Jeudi 1er novembre 2012, par Jacinthe Leblanc

Le 24 octobre dernier, Christian Nadeau, professeur de philosophie à l'Université de Montréal, a donné une conférence sur les concepts de contestation et de délibération dans le cadre des Ateliers de la démocratie, organisé par le Centre de recherche en éthique de l'Université de Montréal (CRÉUM). Intrigué, le Journal des alternatives a rencontré le philosophe pour en apprendre un peu plus sur la contestation politique.

L'idée qu'il existe des mouvements d'opposition, une sorte de contre-pouvoir, au sein d'une société visant à contrer l'ambition des plus puissants remonte à Machiavel. Pour ce penseur italien de la Renaissance, le conflit est partie prenante du dynamisme même des cités. Christian Nadeau utilise les arguments de Machiavel pour réfléchir sur la société contemporaine et faire des parallèles avec des conflits de tout genre, en passant par la grève étudiante de 2012, le Printemps arabe, les négociations syndicales, ou encore la question de l'avortement. Les rapports sociaux de surveillance et d'opposition viennent ainsi entraver la séparation entre le peuple et ceux et celles qui détiennent ou veulent le pouvoir. La résistance devient donc saine pour éviter la domination des uns sur les autres.

Du XVIe au XXIe siècle

Généralement, la contestation est comprise comme l'expression d'un désaccord. Mais dans un contexte politique, cela va bien « au-delà de l'échange d'opinions, précise le philosophe. Ce n'est pas simplement de dire “je ne suis pas d'accord avec vous”. » La contestation vient montrer que l'élément problématique relève d'un choix public et va plus loin que les préférences sociales de chacun-e. Autrement dit, la contestation survient souvent pour relever un enjeu social important quand la position adoptée par le pouvoir est irrecevable. Par exemple, chaque fois que l'État tente de criminaliser l'avortement, les mouvements féministes et sociaux se mettent aussitôt en branle pour l'en empêcher.

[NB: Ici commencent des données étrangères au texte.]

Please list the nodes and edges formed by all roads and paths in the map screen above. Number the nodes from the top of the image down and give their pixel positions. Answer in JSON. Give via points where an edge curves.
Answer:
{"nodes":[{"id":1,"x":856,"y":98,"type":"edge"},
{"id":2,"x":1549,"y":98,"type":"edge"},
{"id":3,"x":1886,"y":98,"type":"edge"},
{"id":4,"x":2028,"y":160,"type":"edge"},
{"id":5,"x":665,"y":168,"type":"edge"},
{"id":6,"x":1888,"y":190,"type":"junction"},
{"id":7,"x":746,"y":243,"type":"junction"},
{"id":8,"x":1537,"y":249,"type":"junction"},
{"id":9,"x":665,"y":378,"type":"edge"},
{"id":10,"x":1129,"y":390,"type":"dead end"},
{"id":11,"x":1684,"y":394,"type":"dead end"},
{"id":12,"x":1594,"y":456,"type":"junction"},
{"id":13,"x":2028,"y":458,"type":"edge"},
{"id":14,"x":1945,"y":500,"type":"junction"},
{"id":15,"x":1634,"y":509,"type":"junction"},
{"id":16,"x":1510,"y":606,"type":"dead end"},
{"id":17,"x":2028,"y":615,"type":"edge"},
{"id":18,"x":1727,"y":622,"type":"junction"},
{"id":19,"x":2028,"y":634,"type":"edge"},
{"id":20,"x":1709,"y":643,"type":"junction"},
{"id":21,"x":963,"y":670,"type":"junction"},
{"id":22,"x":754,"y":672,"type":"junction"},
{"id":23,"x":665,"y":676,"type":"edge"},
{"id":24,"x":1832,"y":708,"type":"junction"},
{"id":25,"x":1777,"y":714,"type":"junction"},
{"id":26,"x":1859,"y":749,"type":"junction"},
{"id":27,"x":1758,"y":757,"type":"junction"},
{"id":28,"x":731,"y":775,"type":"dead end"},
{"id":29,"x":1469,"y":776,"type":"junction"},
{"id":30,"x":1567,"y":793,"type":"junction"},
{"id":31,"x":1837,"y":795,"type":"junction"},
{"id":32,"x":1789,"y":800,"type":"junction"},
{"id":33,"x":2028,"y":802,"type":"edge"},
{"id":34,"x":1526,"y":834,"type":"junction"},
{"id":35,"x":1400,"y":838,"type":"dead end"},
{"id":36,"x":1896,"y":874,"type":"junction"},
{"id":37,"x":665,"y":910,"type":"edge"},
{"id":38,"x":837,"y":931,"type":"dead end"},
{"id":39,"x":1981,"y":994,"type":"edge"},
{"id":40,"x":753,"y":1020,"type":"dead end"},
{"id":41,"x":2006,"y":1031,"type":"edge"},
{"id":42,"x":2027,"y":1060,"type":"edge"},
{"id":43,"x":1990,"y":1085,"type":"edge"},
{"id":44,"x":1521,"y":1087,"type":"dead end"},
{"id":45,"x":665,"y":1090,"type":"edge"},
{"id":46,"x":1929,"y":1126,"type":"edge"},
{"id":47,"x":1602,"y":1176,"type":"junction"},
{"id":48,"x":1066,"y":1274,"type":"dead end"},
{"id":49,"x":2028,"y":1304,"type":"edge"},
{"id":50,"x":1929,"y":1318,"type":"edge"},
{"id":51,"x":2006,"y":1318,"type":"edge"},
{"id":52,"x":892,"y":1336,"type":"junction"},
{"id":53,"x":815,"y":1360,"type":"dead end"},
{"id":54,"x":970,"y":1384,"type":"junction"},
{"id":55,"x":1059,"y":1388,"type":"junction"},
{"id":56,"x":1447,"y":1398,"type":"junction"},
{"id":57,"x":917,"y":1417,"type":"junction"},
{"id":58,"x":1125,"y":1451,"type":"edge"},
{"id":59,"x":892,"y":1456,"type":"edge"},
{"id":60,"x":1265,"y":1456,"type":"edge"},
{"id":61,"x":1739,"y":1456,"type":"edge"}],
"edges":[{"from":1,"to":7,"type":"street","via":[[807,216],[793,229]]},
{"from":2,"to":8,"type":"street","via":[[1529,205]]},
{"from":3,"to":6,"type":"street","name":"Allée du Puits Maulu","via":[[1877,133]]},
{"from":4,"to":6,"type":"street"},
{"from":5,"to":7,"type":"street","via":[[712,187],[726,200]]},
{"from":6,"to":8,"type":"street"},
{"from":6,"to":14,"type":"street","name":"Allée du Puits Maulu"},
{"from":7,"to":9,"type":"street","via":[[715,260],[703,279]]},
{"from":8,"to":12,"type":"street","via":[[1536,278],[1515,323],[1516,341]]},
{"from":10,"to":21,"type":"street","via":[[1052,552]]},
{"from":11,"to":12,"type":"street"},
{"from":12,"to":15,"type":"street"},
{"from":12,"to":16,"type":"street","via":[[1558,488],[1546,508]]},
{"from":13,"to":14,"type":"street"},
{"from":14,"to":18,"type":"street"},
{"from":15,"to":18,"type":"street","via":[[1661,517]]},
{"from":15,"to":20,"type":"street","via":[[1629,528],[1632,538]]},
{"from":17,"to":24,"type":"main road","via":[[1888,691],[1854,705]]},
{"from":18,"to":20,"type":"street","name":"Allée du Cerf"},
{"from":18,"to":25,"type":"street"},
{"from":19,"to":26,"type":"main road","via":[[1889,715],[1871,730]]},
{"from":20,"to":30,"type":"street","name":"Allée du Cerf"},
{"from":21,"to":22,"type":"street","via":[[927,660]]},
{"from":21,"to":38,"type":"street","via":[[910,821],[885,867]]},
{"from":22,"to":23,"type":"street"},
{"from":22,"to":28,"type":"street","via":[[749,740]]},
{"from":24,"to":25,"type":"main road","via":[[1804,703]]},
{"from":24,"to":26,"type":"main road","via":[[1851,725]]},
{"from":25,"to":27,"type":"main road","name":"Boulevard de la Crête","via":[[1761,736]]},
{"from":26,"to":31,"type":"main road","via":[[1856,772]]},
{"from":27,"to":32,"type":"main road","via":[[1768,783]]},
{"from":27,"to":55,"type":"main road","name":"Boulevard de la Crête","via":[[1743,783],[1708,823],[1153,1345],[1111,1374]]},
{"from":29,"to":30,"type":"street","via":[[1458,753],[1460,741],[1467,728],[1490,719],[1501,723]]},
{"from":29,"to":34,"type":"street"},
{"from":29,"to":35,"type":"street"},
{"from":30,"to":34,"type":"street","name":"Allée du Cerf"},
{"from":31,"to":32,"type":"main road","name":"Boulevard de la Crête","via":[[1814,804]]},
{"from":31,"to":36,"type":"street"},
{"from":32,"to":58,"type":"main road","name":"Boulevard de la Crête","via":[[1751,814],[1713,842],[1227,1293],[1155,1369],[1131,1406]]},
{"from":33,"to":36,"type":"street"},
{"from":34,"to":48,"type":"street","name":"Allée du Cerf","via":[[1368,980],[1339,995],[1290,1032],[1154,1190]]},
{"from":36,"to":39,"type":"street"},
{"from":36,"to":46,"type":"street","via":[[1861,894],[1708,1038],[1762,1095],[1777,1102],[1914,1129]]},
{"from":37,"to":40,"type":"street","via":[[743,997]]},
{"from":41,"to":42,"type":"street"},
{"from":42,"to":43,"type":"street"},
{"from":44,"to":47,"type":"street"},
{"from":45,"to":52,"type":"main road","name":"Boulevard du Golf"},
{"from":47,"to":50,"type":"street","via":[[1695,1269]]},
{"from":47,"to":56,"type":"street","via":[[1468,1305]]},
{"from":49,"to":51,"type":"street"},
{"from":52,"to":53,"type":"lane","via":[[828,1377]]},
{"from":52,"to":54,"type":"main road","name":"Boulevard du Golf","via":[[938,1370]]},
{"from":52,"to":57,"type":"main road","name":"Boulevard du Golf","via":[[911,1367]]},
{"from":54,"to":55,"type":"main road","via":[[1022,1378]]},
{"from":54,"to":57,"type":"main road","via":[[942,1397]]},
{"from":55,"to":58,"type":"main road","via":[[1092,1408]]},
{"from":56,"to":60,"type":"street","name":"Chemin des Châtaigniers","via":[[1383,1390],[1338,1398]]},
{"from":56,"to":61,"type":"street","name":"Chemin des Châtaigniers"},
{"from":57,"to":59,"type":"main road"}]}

La délibération, quant à elle, se veut une discussion ou une confrontation des différents points de vue à propos d'un enjeu ou d'un problème. « Dans une délibération politique, il y a certainement des valeurs qui sont défendues et il peut arriver qu'il y ait des valeurs inconciliables », mentionne M. Nadeau. En découle alors un conflit, ce qui peut conduire à une forme de contestation contre ceux qui imposent leurs valeurs. La grève étudiante du printemps 2012 et la manifestation contre le Salon du Plan Nord en avril dernier en sont deux exemples significatifs.

Il importe aussi de souligner que la contestation et la délibération ne sont pas des concepts linéaires qui s'enfilent l'un après l'autre. Par moment, les discussions se font avant la contestation. Par exemple, il n'est pas rare qu'après l'échec de négociation sur les conditions de travail avec un employeur, les travailleurs choisissent de faire la grève. À d'autres moments, la contestation précède la délibération. Mais il arrive aussi que les deux se produisent en même temps. Dès lors, pour éviter que la contestation perde son sens, elle demande des intermédiaires, des porte-paroles. Christian Nadeau fait le parallèle avec la négociation syndicale, des instances au sein desquelles les représentant-e-s posent « des questions à la base pour être en mesure de vraiment traduire ce que celle-ci souhaite, ce sur quoi elle est prête à s'entendre. » Pendant la négociation, une place doit être accordée pour faire valoir les éléments de contestation, sinon, celle-ci ne cessera pas.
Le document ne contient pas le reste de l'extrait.